> TASK GOAL:
Run through the records and show each line that includes the string "Privada".

Saved data entries

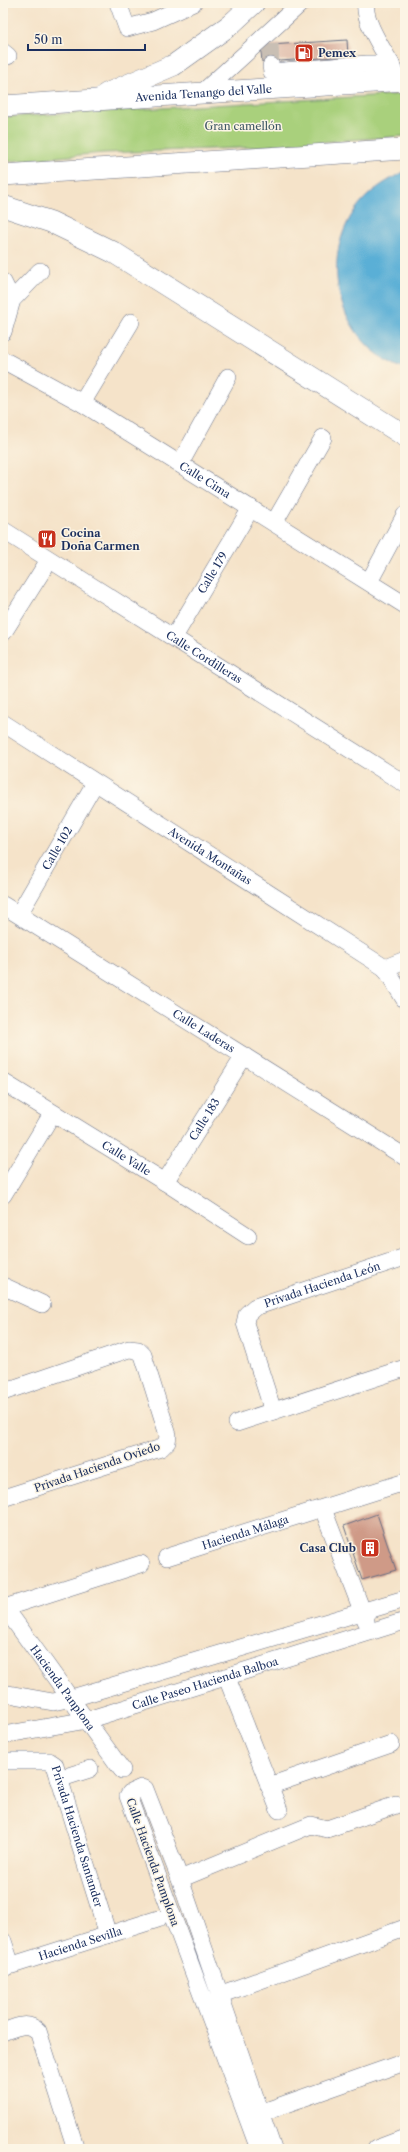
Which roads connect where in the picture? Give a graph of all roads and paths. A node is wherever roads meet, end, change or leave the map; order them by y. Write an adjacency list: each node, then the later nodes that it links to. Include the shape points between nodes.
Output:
1 (118, 3): 2 (street, via 127,28 153,21)
2 (193, 3)
3 (254, 3): 8 (main road, via 230,25 174,65)
4 (301, 3): 7 (street, via 269,40)
5 (366, 3): 6 (street, via 365,10 373,31)
6 (398, 75): 7 (main road, Avenida Tenango del Valle, via 271,76)
7 (202, 93): 8 (main road, Avenida Tenango del Valle)
8 (91, 101): 9 (main road, Avenida Tenango del Valle)
9 (3, 106)
10 (405, 149): 11 (main road)
11 (3, 175)
12 (3, 206): 21 (main road, via 51,222 113,252)
13 (40, 271): 15 (street)
14 (3, 282): 15 (street)
15 (12, 300): 17 (street)
16 (131, 322): 20 (street)
17 (3, 332)
18 (3, 360): 20 (street, Calle Cima)
19 (228, 377): 23 (street)
20 (82, 403): 23 (street, Calle Cima)
21 (405, 436)
22 (323, 438): 26 (street)
23 (180, 464): 24 (street, Calle Cima)
24 (251, 508): 26 (street, Calle Cima); 32 (street, Calle 179)
25 (405, 514): 29 (street)
26 (274, 524): 29 (street, Calle Cima)
27 (3, 530): 28 (street, Calle Cordilleras)
28 (49, 560): 31 (street); 32 (street, Calle Cordilleras)
29 (369, 582): 30 (street, Calle Cima)
30 (405, 604)
31 (3, 633)
32 (174, 637): 35 (street, Calle Cordilleras)
33 (3, 723): 34 (street, Avenida Montañas)
34 (95, 783): 37 (street, Calle 102); 39 (street, Avenida Montañas)
35 (405, 784)
36 (3, 905): 37 (street, Calle Laderas)
37 (19, 914): 41 (street, Calle Laderas)
38 (405, 960): 39 (street)
39 (385, 968): 40 (street, Avenida Montañas)
40 (405, 1000)
41 (244, 1056): 44 (street, Calle Laderas); 45 (street, Calle 183)
42 (3, 1082): 43 (street, Calle Valle)
43 (52, 1114): 45 (street, Calle Valle); 46 (street)
44 (405, 1157)
45 (165, 1182): 47 (street, Calle Valle)
46 (3, 1195)
47 (248, 1236)
48 (405, 1257): 53 (street, Privada Hacienda León, via 255,1307 247,1314 245,1323)
49 (3, 1286): 50 (street)
50 (42, 1304)
51 (405, 1368): 53 (street)
52 (3, 1392): 56 (street, Privada Hacienda Oviedo, via 129,1349 138,1350 143,1355 168,1436 167,1442 161,1448)
53 (273, 1412): 54 (street)
54 (237, 1423)
55 (405, 1482): 57 (street, Hacienda Málaga)
56 (3, 1498)
57 (324, 1509): 58 (street, Hacienda Málaga); 62 (street)
58 (167, 1557)
59 (141, 1564): 61 (street)
60 (405, 1599): 62 (street)
61 (4, 1607): 67 (street, Hacienda Panplona)
62 (362, 1611): 64 (street); 67 (street)
63 (405, 1621): 64 (street, Calle Paseo Hacienda Balboa)
64 (369, 1633): 65 (street, Calle Paseo Hacienda Balboa)
65 (227, 1678): 68 (street, Calle Paseo Hacienda Balboa); 75 (street)
66 (3, 1693): 67 (street, via 53,1702)
67 (72, 1698): 68 (street, Hacienda Panplona)
68 (87, 1720): 69 (street, Calle Paseo Hacienda Balboa); 73 (street, Hacienda Panplona)
69 (3, 1735)
70 (391, 1744): 75 (street)
71 (3, 1760): 74 (street, Privada Hacienda Santander, via 49,1761 55,1765)
72 (90, 1769): 74 (street)
73 (122, 1770)
74 (59, 1779): 81 (street, Privada Hacienda Santander)
75 (269, 1786): 77 (street)
76 (396, 1805): 78 (street, via 327,1829 311,1825)
77 (279, 1810)
78 (180, 1879): 84 (street, Calle Hacienda Pamplona); 90 (street, Calle Hacienda Pamplona, via 145,1789 130,1792 128,1796)
79 (158, 1919): 81 (street, Hacienda Sevilla)
80 (405, 1928): 84 (street)
81 (108, 1935): 83 (street, Hacienda Sevilla)
82 (3, 1941): 83 (street)
83 (7, 1966)
84 (219, 1995): 87 (street, Calle Hacienda Pamplona)
85 (3, 2032): 89 (street, via 23,2025 32,2026 38,2031)
86 (405, 2062): 87 (street)
87 (260, 2113): 91 (street, Calle Hacienda Pamplona)
88 (405, 2138): 92 (street)
89 (76, 2149)
90 (259, 2149)
91 (273, 2149)
92 (376, 2149)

> SOLUTION FOR THIS PROBLEM:
48 (405, 1257): 53 (street, Privada Hacienda León, via 255,1307 247,1314 245,1323)
52 (3, 1392): 56 (street, Privada Hacienda Oviedo, via 129,1349 138,1350 143,1355 168,1436 167,1442 161,1448)
71 (3, 1760): 74 (street, Privada Hacienda Santander, via 49,1761 55,1765)
74 (59, 1779): 81 (street, Privada Hacienda Santander)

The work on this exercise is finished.